McDonald's and employment|
Work is a pillar of society without which almost nothing can be created, produced or done. Yet people have almost no say in what work gets done, in how it gets done or who it gets done by. The power is in the hands of employers and big business in general, who are only concerned with their profits.
The industrial revolution has transformed the nature of work from being primarily home-based and land-based activity for local needs, into a factory, shop and office-based global capitalist economy. This involves the exploitation of natural resources and the mass-production and distribution of a huge range of highly sophisticated products. As corporations increasingly decide to develop manufacturing in poorer countries with lower wage and other costs, jobs in western countries are becoming more technology and service orientated.

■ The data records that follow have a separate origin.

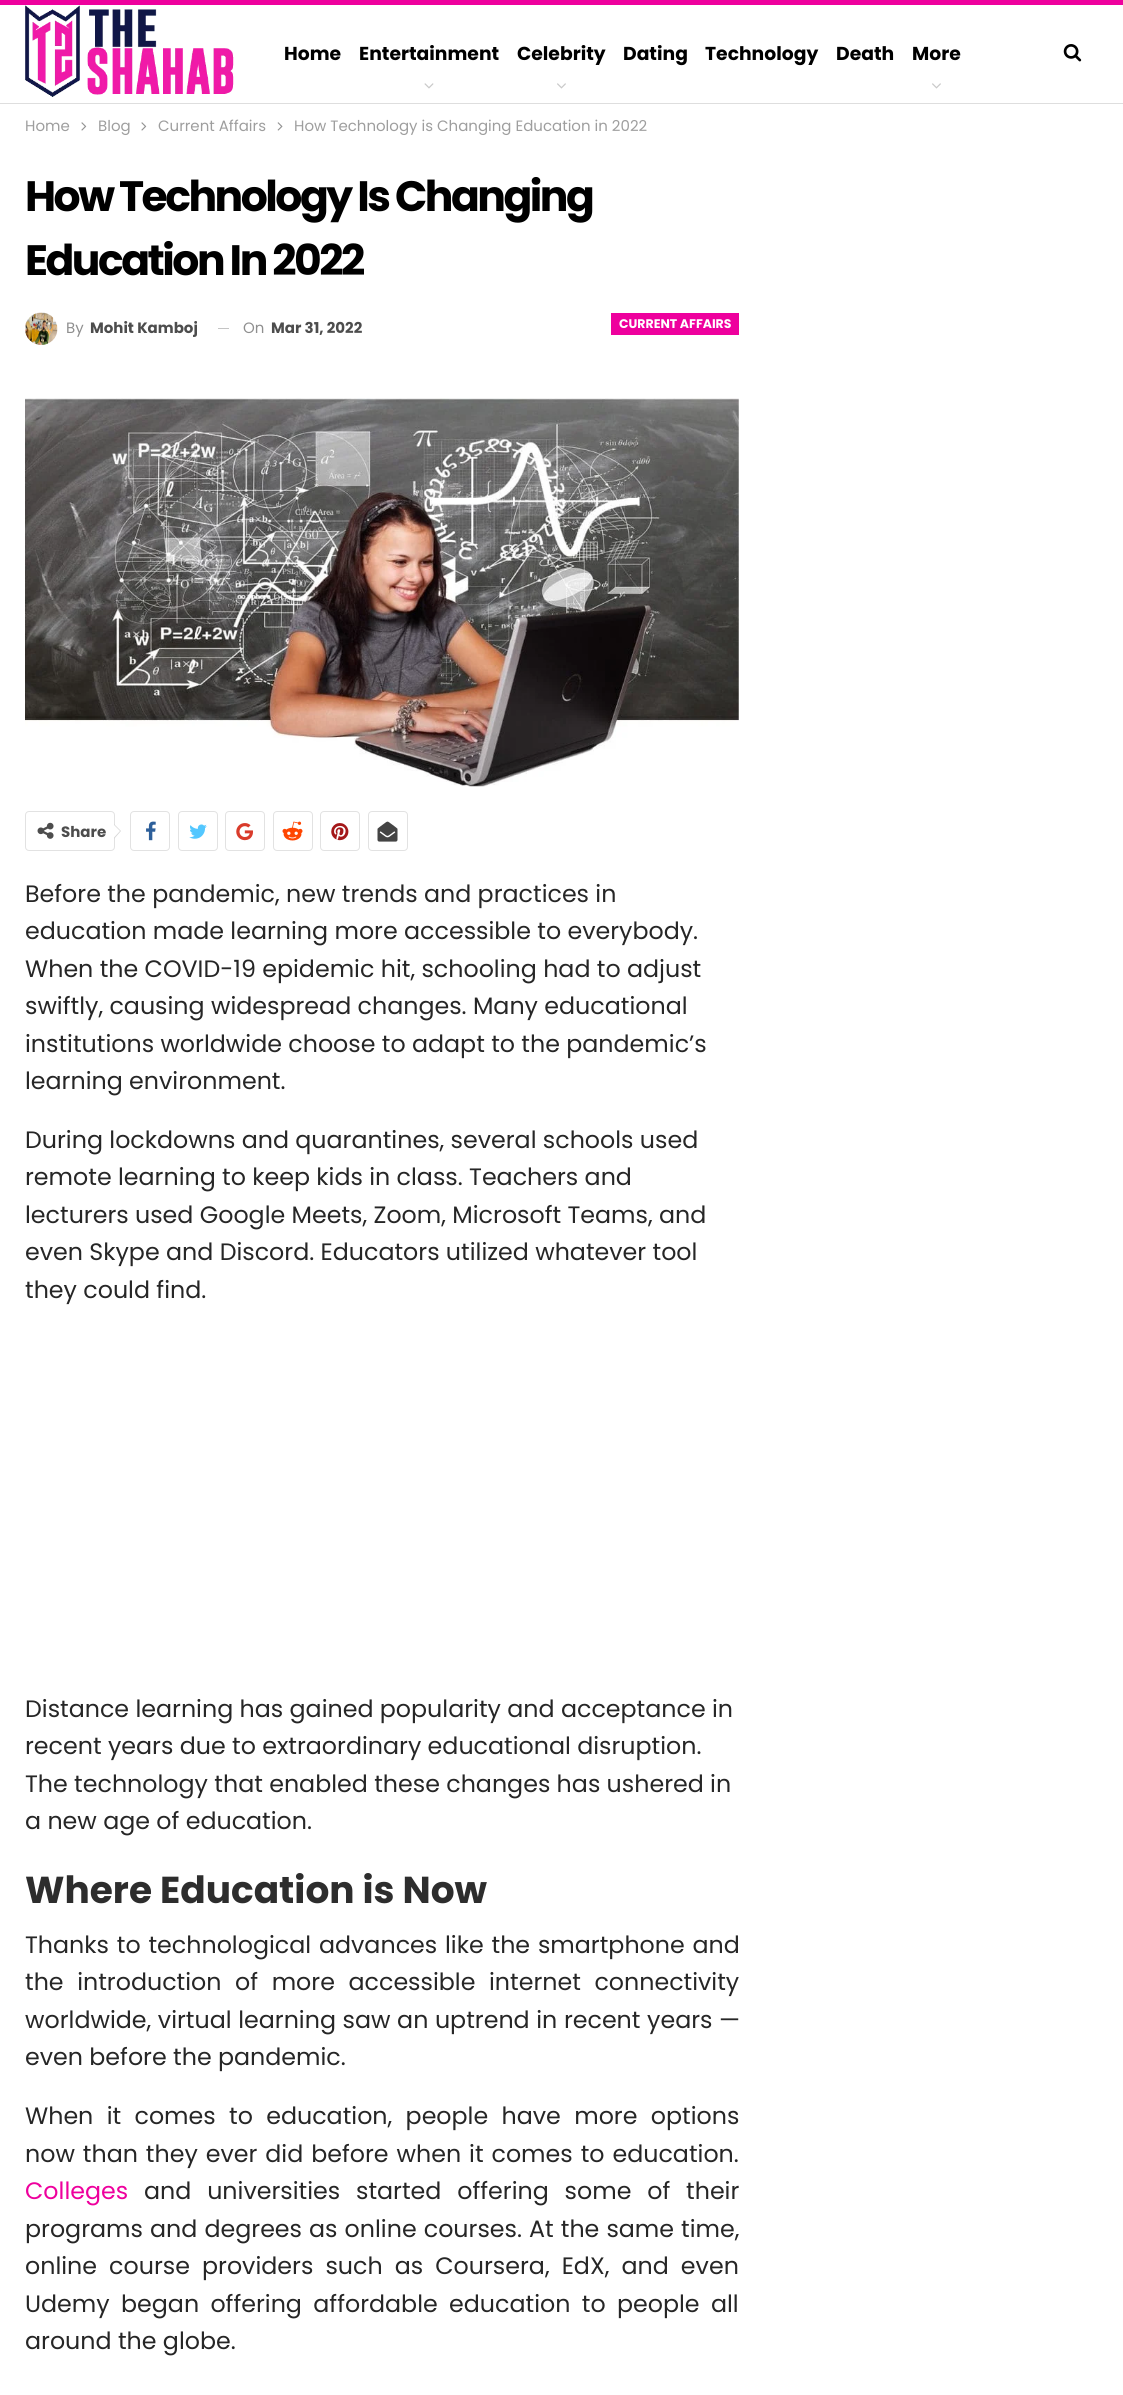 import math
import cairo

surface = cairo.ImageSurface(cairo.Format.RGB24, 1123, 2395)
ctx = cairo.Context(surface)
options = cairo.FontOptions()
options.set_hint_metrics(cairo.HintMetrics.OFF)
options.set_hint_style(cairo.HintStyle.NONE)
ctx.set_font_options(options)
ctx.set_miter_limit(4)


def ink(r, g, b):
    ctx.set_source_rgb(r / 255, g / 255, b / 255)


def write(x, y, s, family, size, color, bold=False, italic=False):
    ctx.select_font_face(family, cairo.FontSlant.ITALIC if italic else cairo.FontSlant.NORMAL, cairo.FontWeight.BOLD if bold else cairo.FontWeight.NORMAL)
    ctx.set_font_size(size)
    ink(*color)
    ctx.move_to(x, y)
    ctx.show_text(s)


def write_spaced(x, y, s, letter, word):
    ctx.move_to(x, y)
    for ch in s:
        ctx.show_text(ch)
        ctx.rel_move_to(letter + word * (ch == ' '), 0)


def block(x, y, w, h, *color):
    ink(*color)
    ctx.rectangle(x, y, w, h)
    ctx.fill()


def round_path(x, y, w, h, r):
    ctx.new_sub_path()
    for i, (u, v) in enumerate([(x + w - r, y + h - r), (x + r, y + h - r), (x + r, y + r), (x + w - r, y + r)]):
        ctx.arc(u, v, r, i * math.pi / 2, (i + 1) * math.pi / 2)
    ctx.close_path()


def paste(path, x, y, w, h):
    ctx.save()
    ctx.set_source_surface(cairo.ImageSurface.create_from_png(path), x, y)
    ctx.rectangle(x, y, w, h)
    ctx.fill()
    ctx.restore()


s1 = dict(family="Poppins", size=18.75, color=(0, 0, 0), bold=True)
s2 = dict(family="Poppins", size=15, color=(158, 158, 158))
s3 = dict(family="Poppins", size=15, color=(143, 143, 143))
s4 = dict(family="Poppins", size=15, color=(77, 77, 77), bold=True)
s5 = dict(family="Poppins", size=12.5, color=(255, 255, 255), bold=True)
s6 = dict(family="Poppins", size=23.75, color=(38, 38, 38))
s7 = dict(family="Poppins", size=37.5, color=(45, 45, 45), bold=True)
s8 = dict(family="Poppins", size=23.75, color=(238, 0, 157))

ink(255, 255, 255)
ctx.paint()
block(0, 0, 1123, 5, 238, 0, 157)
block(0, 103, 1123, 1, 222, 222, 222)
paste("pic1.png", 25, 5, 209, 92)
write(284, 60, "Home", **s1)
write(359, 60, "Entertainment", **s1)
paste("pic2.png", 424, 83, 10, 6)
write(517, 60, "Celebrity", **s1)
paste("pic3.png", 557, 83, 9, 6)
write(623, 60, "Dating", **s1)
write(705, 60, "Technology", **s1)
write(836, 60, "Death", **s1)
write(912, 60, "More", **s1)
paste("pic3.png", 932, 83, 9, 6)
paste("pic4.png", 1063, 44, 19, 18)
write(25, 131, "Home", **s2)
paste("pic5.png", 81, 122, 6, 9)
write(98, 131, "Blog", **s2)
paste("pic5.png", 141, 122, 6, 9)
write(158, 131, "Current Affairs", **s2)
paste("pic6.png", 277, 122, 6, 9)
write(294, 131, "How Technology is Changing Education in 2022", **s2)
ctx.select_font_face("Poppins", cairo.FontSlant.NORMAL, cairo.FontWeight.BOLD)
ctx.set_font_size(42.5)
ink(0, 0, 0)
write_spaced(25, 211, "How Technology Is Changing", -2.5, 0)
write_spaced(25, 275, "Education In 2022", -2.5, 0)
paste("pic7.png", 25, 312, 33, 33)
write(66, 333, "By", **s3)
write(90, 333, "Mohit Kamboj", **s4)
block(218, 328, 11, 1, 196, 196, 196)
write(243, 333, "On", **s3)
write(271, 333, "Mar 31, 2022", **s4)
block(611, 313, 128, 22, 238, 0, 157)
write(619, 328, "CURRENT AFFAIRS", **s5)
paste("pic8.png", 25, 398, 714, 389)
round_path(25.5, 811.5, 89, 39, 3.5)
ink(226, 226, 226)
ctx.set_line_width(1)
ctx.stroke()
paste("pic9.png", 37, 822, 17, 17)
write(61, 837, "Share", **s4)
ink(215, 215, 215)
ctx.new_path()
ctx.move_to(114, 839)
ctx.line_to(114, 824)
ctx.line_to(121, 831)
ctx.close_path()
ctx.fill()
ink(255, 255, 255)
ctx.new_path()
ctx.move_to(114, 837.5)
ctx.line_to(114, 825)
ctx.line_to(120, 831)
ctx.close_path()
ctx.fill()
round_path(130.5, 811.5, 39, 39, 3.5)
ink(226, 226, 226)
ctx.stroke()
paste("pic10.png", 146, 821, 10, 20)
round_path(178.5, 811.5, 39, 39, 3.5)
ctx.stroke()
paste("pic11.png", 189, 824, 18, 15)
round_path(225.5, 811.5, 39, 39, 3.5)
ctx.stroke()
paste("pic12.png", 236, 823, 17, 18)
round_path(273.5, 811.5, 39, 39, 3.5)
ctx.stroke()
paste("pic13.png", 282, 821, 21, 20)
round_path(320.5, 811.5, 39, 39, 3.5)
ctx.stroke()
paste("pic14.png", 331, 823, 18, 18)
round_path(368.5, 811.5, 39, 39, 3.5)
ctx.stroke()
paste("pic15.png", 377, 821, 21, 21)
write(25, 902, "Before the pandemic, new trends and practices in", **s6)
write(25, 939, "education made learning more accessible to everybody.", **s6)
write(25, 977, "When the COVID-19 epidemic hit, schooling had to adjust", **s6)
write(25, 1014, "swiftly, causing widespread changes. Many educational", **s6)
write(25, 1052, "institutions worldwide choose to adapt to the pandemic’s", **s6)
write(25, 1089, "learning environment.", **s6)
write(25, 1148, "During lockdowns and quarantines, several schools used", **s6)
write(25, 1185, "remote learning to keep kids in class. Teachers and", **s6)
write(25, 1223, "lecturers used Google Meets, Zoom, Microsoft Teams, and", **s6)
write(25, 1260, "even Skype and Discord. Educators utilized whatever tool", **s6)
write(25, 1298, "they could find.", **s6)
write(25, 1717, "Distance learning has gained popularity and acceptance in", **s6)
write(25, 1754, "recent years due to extraordinary educational disruption.", **s6)
write(25, 1792, "The technology that enabled these changes has ushered in", **s6)
write(25, 1829, "a new age of education.", **s6)
write(25, 1903, "Where Education is Now", **s7)
ctx.select_font_face("Poppins")
ctx.set_font_size(23.75)
ink(38, 38, 38)
write_spaced(25, 1953, "Thanks to technological advances like the smartphone and", 0, 1.5)
write_spaced(25, 1990, "the introduction of more accessible internet connectivity", 0, 7.25)
write_spaced(25, 2028, "worldwide, virtual learning saw an uptrend in recent years —", 0, 0.25)
write(25, 2065, "even before the pandemic.", **s6)
write_spaced(25, 2124, "When it comes to education, people have more options", 0, 7)
write_spaced(25, 2162, "now than they ever did before when it comes to education.", 0, 1.6)
write(25, 2199, "Colleges", **s8)
ink(38, 38, 38)
write_spaced(144, 2199, "and universities started offering some of their", 0, 9.5)
write_spaced(25, 2237, "programs and degrees as online courses. At the same time,", 0, 0.75)
write_spaced(25, 2274, "online course providers such as Coursera, EdX, and even", 0, 5.75)
write_spaced(25, 2312, "Udemy began offering affordable education to people all", 0, 5)
write(25, 2349, "around the globe.", **s6)
surface.write_to_png("screenshot.png")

The improved wages and conditions won by the strikes and struggles of organised labour over the last 100 years are being undermined. Jobs are becoming increasingly low-paid, non-union, temporary or part-time employment with few guaranteed rights and conditions. Its not hard to see why they've been termed 'McJobs' - McDonald's worldwide employs over one and a half million workers, over half of them under 21yrs old. It has been calculated that a staggering 10% of all workers in the USA get their first job at McDonald's.
The fast food giant has helped pioneer employment practices based on low pay and few rights coupled with arduous production-line work. And on top of this they've pioneered,world-wide, a psychology of control over their 'crew' to motivate their young workers to identify with idiotic company goals rather than their own individual and collective needs and rights. Many other companies are now following McDonald's example.
Of course, wherever there is exploitation or oppression, there is dissatisfaction and resistance. The labour movement is attempting to resist the spread of McJobs in general, and has had skirmishes with McDonald's in various countries. People with any experience tend to refuse to work in their stores, leading to recruitment difficulties and high turnover.
Ultimately workers have the power, when they organise together, to challenge those who employ and control them. They can also question what they are being forced to produce and why, and decide what to do to change things. Bosses need workers, but do workers need bosses?